Juan Carlos Martínez Jiménez: El vestuario en el teatro de la vida
Sin duda, el mundo de la moda es un negocio que mueve importantes cantidades de dinero, pero es mucho más profundo, esa es la parte que permite mantener y hacer crecer la industria, la que sustenta la parte económica. Un magnífico compañero y director, que cursó la carrera de economía, me confesaba que había retomado los estudios de historia porque le apasionaba; con la moda ocurre igual, puedes quedarte con la imagen de un trozo de tela confeccionado con más o menos acierto, pero la historia del mundo siempre fue en paralelo al mundo del vestir, y si profundizas, es apasionante.
No hay un momento en la historia donde la actividad humana no vaya relacionada a un tipo de vestimenta, moda, o estética concreta .
Encontraremos un campo tremendo sobre la evolución de la humanidad a través de cómo hemos cubierto nuestro cuerpo, desde las motivaciones, simplemente de necesidad o prácticas, hasta la parte más sofisticada que puedas imaginar.
En el principio de los tiempos (de 500.000 a 100.00 años A.C.), solo se utilizaban pieles, que se sujetaban con cintas del mismo material. La primera aguja de hueso data sobre 30.000 años A.C, estamos ante la dura y pura necesidad. El primer calzado encontrado fue en una cueva del estado de Oregón, eran unas sandalias tejidas con corteza de árbol, de hace al menos diez mil años, es sobre ese tiempo, cuando se comienza a sustituir la piel por la lana, y se conocen los primeros pigmentos, colorantes en tonos rojos y ocres, en el sur de Anatolia (Turquía).

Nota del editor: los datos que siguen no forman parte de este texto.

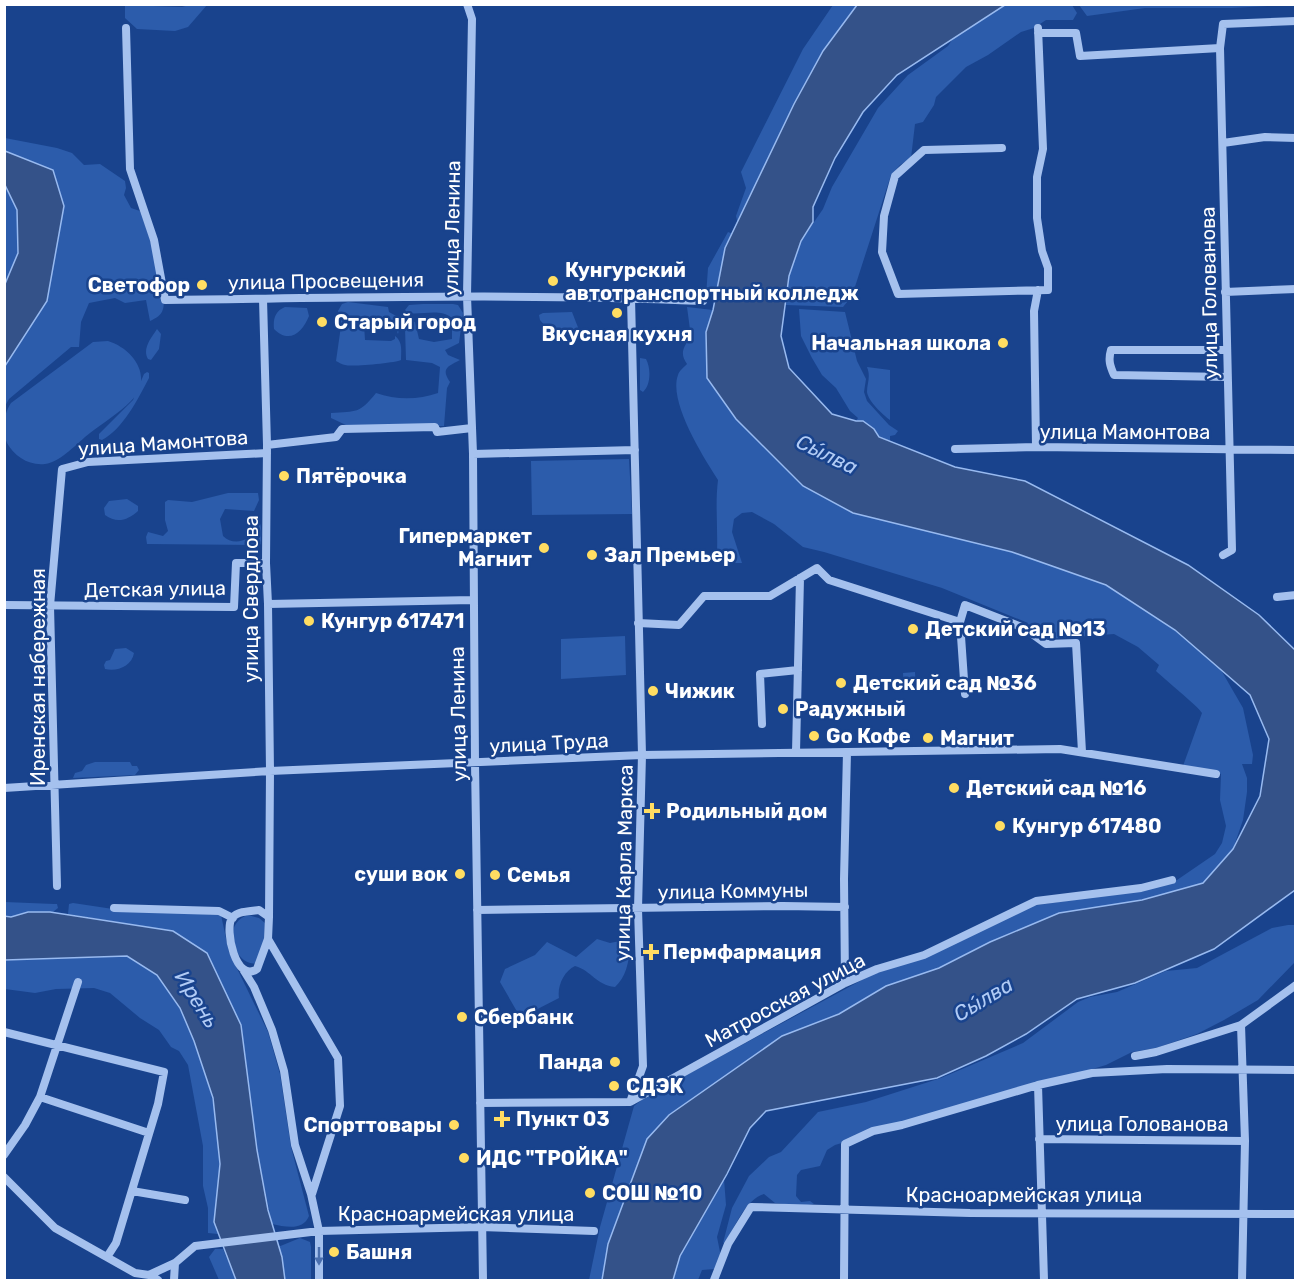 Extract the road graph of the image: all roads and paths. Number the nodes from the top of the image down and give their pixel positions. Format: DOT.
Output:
graph roads {
  1 [pos="467,4"];
  2 [pos="1296,21"];
  3 [pos="126,28"];
  4 [pos="1220,48"];
  5 [pos="1296,138"];
  6 [pos="1223,143"];
  7 [pos="1002,148"];
  8 [pos="1296,289"];
  9 [pos="1038,290"];
  10 [pos="1225,292"];
  11 [pos="468,296"];
  12 [pos="631,298"];
  13 [pos="263,299"];
  14 [pos="703,301"];
  15 [pos="1226,350"];
  16 [pos="1227,377"];
  17 [pos="472,428"];
  18 [pos="1036,447"];
  19 [pos="267,449"];
  20 [pos="955,449"];
  21 [pos="1229,449"];
  22 [pos="635,450"];
  23 [pos="1296,450"];
  24 [pos="473,454"];
  25 [pos="62,469"];
  26 [pos="1223,555"];
  27 [pos="266,563"];
  28 [pos="800,578"];
  29 [pos="1296,595"];
  30 [pos="1277,597"];
  31 [pos="473,600"];
  32 [pos="268,604"];
  33 [pos="4,606"];
  34 [pos="51,606"];
  35 [pos="960,622"];
  36 [pos="638,623"];
  37 [pos="798,670"];
  38 [pos="965,694"];
  39 [pos="762,724"];
  40 [pos="796,752"];
  41 [pos="847,752"];
  42 [pos="1082,752"];
  43 [pos="642,755"];
  44 [pos="475,763"];
  45 [pos="270,771"];
  46 [pos="1216,774"];
  47 [pos="55,785"];
  48 [pos="4,788"];
  49 [pos="1172,880"];
  50 [pos="57,886"];
  51 [pos="270,899"];
  52 [pos="845,907"];
  53 [pos="114,908"];
  54 [pos="638,909"];
  55 [pos="259,910"];
  56 [pos="477,910"];
  57 [pos="269,916"];
  58 [pos="232,918"];
  59 [pos="268,939"];
  60 [pos="257,969"];
  61 [pos="244,971"];
  62 [pos="78,982"];
  63 [pos="845,983"];
  64 [pos="1296,985"];
  65 [pos="254,987"];
  66 [pos="1241,1025"];
  67 [pos="4,1032"];
  68 [pos="57,1047"];
  69 [pos="1135,1056"];
  70 [pos="1242,1071"];
  71 [pos="1296,1071"];
  72 [pos="1038,1085"];
  73 [pos="40,1097"];
  74 [pos="630,1102"];
  75 [pos="480,1103"];
  76 [pos="149,1133"];
  77 [pos="1039,1139"];
  78 [pos="1245,1141"];
  79 [pos="4,1155"];
  80 [pos="4,1177"];
  81 [pos="132,1191"];
  82 [pos="311,1194"];
  83 [pos="185,1200"];
  84 [pos="844,1209"];
  85 [pos="1042,1214"];
  86 [pos="1243,1214"];
  87 [pos="1296,1214"];
  88 [pos="481,1227"];
  89 [pos="319,1231"];
  90 [pos="594,1231"];
  91 [pos="107,1257"];
  92 [pos="175,1263"];
  93 [pos="148,1275"];
  94 [pos="158,1281"];
  95 [pos="174,1281"];
  96 [pos="319,1281"];
  97 [pos="483,1281"];
  98 [pos="714,1281"];
  99 [pos="844,1281"];
  100 [pos="1044,1281"];
  101 [pos="1242,1281"];
  1 -- 11 [label="street, улица Ленина"];
  2 -- 4 [label="street, улица Голованова"];
  3 -- 13 [label="street, улица Просвещения"];
  4 -- 6 [label="street, улица Голованова"];
  4 -- 9 [label="street"];
  5 -- 6 [label="street"];
  6 -- 10 [label="street, улица Голованова"];
  7 -- 9 [label="street"];
  8 -- 10 [label="street"];
  9 -- 18 [label="street"];
  10 -- 15 [label="street, улица Голованова"];
  11 -- 12 [label="street, улица Просвещения"];
  11 -- 13 [label="street, улица Просвещения"];
  11 -- 17 [label="street, улица Ленина"];
  12 -- 14 [label="street, улица Просвещения"];
  12 -- 22 [label="street, улица Карла Маркса"];
  13 -- 19 [label="street, улица Свердлова"];
  15 -- 16 [label="street, улица Голованова"];
  15 -- 16 [label="street"];
  16 -- 21 [label="street, улица Голованова"];
  17 -- 19 [label="street, улица Мамонтова"];
  17 -- 24 [label="street, улица Ленина"];
  18 -- 20 [label="street, улица Мамонтова"];
  18 -- 21 [label="street, улица Мамонтова"];
  19 -- 25 [label="street, улица Мамонтова"];
  19 -- 27 [label="street, улица Свердлова"];
  21 -- 23 [label="street, улица Мамонтова"];
  21 -- 26 [label="street, улица Голованова"];
  22 -- 24 [label="street"];
  22 -- 36 [label="street, улица Карла Маркса"];
  24 -- 31 [label="street, улица Ленина"];
  25 -- 34 [label="street, Иренская набережная"];
  27 -- 32 [label="street, улица Свердлова"];
  27 -- 34 [label="street, Детская улица"];
  28 -- 35 [label="street"];
  28 -- 36 [label="street"];
  28 -- 37 [label="street"];
  29 -- 30 [label="street"];
  31 -- 32 [label="street"];
  31 -- 44 [label="street, улица Ленина"];
  32 -- 45 [label="street, улица Свердлова"];
  33 -- 34 [label="street, Детская улица"];
  34 -- 47 [label="street, Иренская набережная"];
  35 -- 38 [label="street"];
  35 -- 42 [label="street"];
  36 -- 43 [label="street, улица Карла Маркса"];
  37 -- 39 [label="street"];
  37 -- 40 [label="street"];
  40 -- 41 [label="street, улица Труда"];
  40 -- 43 [label="street, улица Труда"];
  41 -- 42 [label="street, улица Труда"];
  41 -- 52 [label="street"];
  42 -- 46 [label="street"];
  43 -- 44 [label="street, улица Труда"];
  43 -- 54 [label="street, улица Карла Маркса"];
  44 -- 45 [label="street, улица Труда"];
  44 -- 56 [label="street, улица Ленина"];
  45 -- 47 [label="street, улица Труда"];
  45 -- 51 [label="street, улица Свердлова"];
  47 -- 48 [label="street, улица Труда"];
  47 -- 50 [label="street, Иренская набережная"];
  49 -- 63 [label="street, Матросская улица"];
  51 -- 55 [label="street"];
  51 -- 57 [label="street, улица Свердлова"];
  52 -- 54 [label="street, улица Коммуны"];
  52 -- 63 [label="street"];
  53 -- 58 [label="street"];
  54 -- 56 [label="street, улица Коммуны"];
  54 -- 74 [label="street, улица Карла Маркса"];
  55 -- 57 [label="street"];
  55 -- 58 [label="street"];
  56 -- 75 [label="street, улица Ленина"];
  57 -- 59 [label="street, улица Свердлова"];
  58 -- 61 [label="street"];
  59 -- 60 [label="street, улица Свердлова"];
  59 -- 82 [label="street"];
  60 -- 61 [label="street"];
  60 -- 65 [label="street"];
  61 -- 65 [label="street"];
  62 -- 68 [label="street"];
  63 -- 74 [label="street, Матросская улица"];
  64 -- 66 [label="street"];
  65 -- 82 [label="street"];
  66 -- 69 [label="street"];
  66 -- 70 [label="street, улица Голованова"];
  67 -- 68 [label="street"];
  68 -- 73 [label="street"];
  68 -- 76 [label="street"];
  70 -- 71 [label="street"];
  70 -- 72 [label="street"];
  70 -- 78 [label="street, улица Голованова"];
  72 -- 77 [label="street"];
  72 -- 84 [label="street"];
  73 -- 76 [label="street"];
  73 -- 79 [label="street"];
  74 -- 75 [label="street, Матросская улица"];
  75 -- 88 [label="street, улица Ленина"];
  76 -- 81 [label="street"];
  77 -- 78 [label="street, улица Голованова"];
  77 -- 85 [label="street"];
  78 -- 86 [label="street, улица Голованова"];
  80 -- 91 [label="street"];
  81 -- 83 [label="street"];
  81 -- 91 [label="street"];
  82 -- 89 [label="street"];
  84 -- 85 [label="street, Красноармейская улица"];
  84 -- 98 [label="street, Красноармейская улица"];
  84 -- 99 [label="street"];
  85 -- 86 [label="street, Красноармейская улица"];
  85 -- 100 [label="street"];
  86 -- 87 [label="street, Красноармейская улица"];
  86 -- 101 [label="street, улица Голованова"];
  88 -- 89 [label="street, Красноармейская улица"];
  88 -- 90 [label="street, Красноармейская улица"];
  88 -- 97 [label="street, улица Ленина"];
  89 -- 92 [label="street, Красноармейская улица"];
  89 -- 96 [label="street, one-way"];
  91 -- 93 [label="street"];
  92 -- 93 [label="street, Красноармейская улица"];
  92 -- 95 [label="street"];
  93 -- 94 [label="street"];
}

La evolución del vestir acompaña a los cambios sociales y a la construcción de nuevas formas de comunicarse, las costuras aparecen para reforzar, adornar y crear identidad.
Hay imágenes de jinetes escitas (Siberia) a caballo con túnicas, capas y pantalones ceñidos para montar, entre 500 y 400 años A.C. Detalles, como el uso de pañuelos anudados al cuello en las figuras de los soldados chinos de terracota, o de los egipcios usando maquillaje para delinear los ojos en negro con algún tipo de carboncillo, utilizando pelucas de origen humano, o de crin de caballo; cultura que utilizaba la joyería, especialmente el oro, para adornarse, junto con la utilización del lino, como tejido básico, cultivado en el valle del Nilo, muy práctico por su frescura, ligereza, adaptando estética y climatología.
Cuanto más profundizas, más espectacular es el recorrido de la evolución de las modas, y esto que detallo, no dejan de ser matices curiosos, pues el fondo y la base es mucho más densa e interesante. Antes de los griegos, en la isla de Creta, la cultura minoica, fue un centro de tendencia de moda, influyendo en infinidad de culturas, egipcias, griegas, con la utilización de sombreros, cabellos adornados, con ondas, aceitados, o corses exteriores para realzar el pecho femenino.
Cada parte del mundo con el desarrollo de sus civilizaciones aporta nuevas formas de entender el vestir, y junto con la evolución social se convierte también en una herramienta de visibilidad religiosa, cultural o de estatus. Hasta la Edad Media, China era conocida como Sèrica o Seres, por ser el lugar de donde procedía la suntuosa seda (sericum), occidente quedó maravillado de las posibilidades, y la riqueza que aportaba al vestir este nuevo tejido, especialmente, como herramienta diferenciadora con las clases bajas.
En la parte bélica, la ropa también jugaba un papel importantísimo, los espectaculares soldados espartanos, engrandecidos en nuestra época por películas épicas, lucían capas rojas para disimular las manchas de sangre, intentando parecer inquebrantables. Las mallas de acero protectoras eran privilegio de los guerreros de rangos elevados, la primera malla data de unos 300 años A.C. entre los celtas.
Las corazas musculadas, se moldeaban para dar imagen de un cuerpo atlético en los ejércitos griegos y romanos, pero para uso de generales y emperadores.
Los soldados llevaban armaduras mucho más sencillas, que acompañaban con cascos, en el caso de los hoplitas (soldados de a pie griegos), si querían portar armadura tenían que costearsela ellos. Cuando se habla de moda, estamos hablando de historia en movimiento, en este preciso momento se están produciendo acontecimientos en todo el mundo que marcarán nuevas reglas, nuevas políticas, cambios de mayor o menor calado.
En todos los casos, un estilo o unas prendas determinadas los acompañan en paralelo, es la apasionante vida del vestir que nunca se aleja de nuestro camino. No me parece descabellado comparar el hecho de vivir con un gran teatro, donde cada uno desarrolla su papel, principal, secundario o solo de figurante; aparte de la historia y el reparto, hay otro protagonista que siempre está presente con gran relevancia en este gran teatro: el vestuario, que va ligado siempre a los personajes e inseparable a la historia.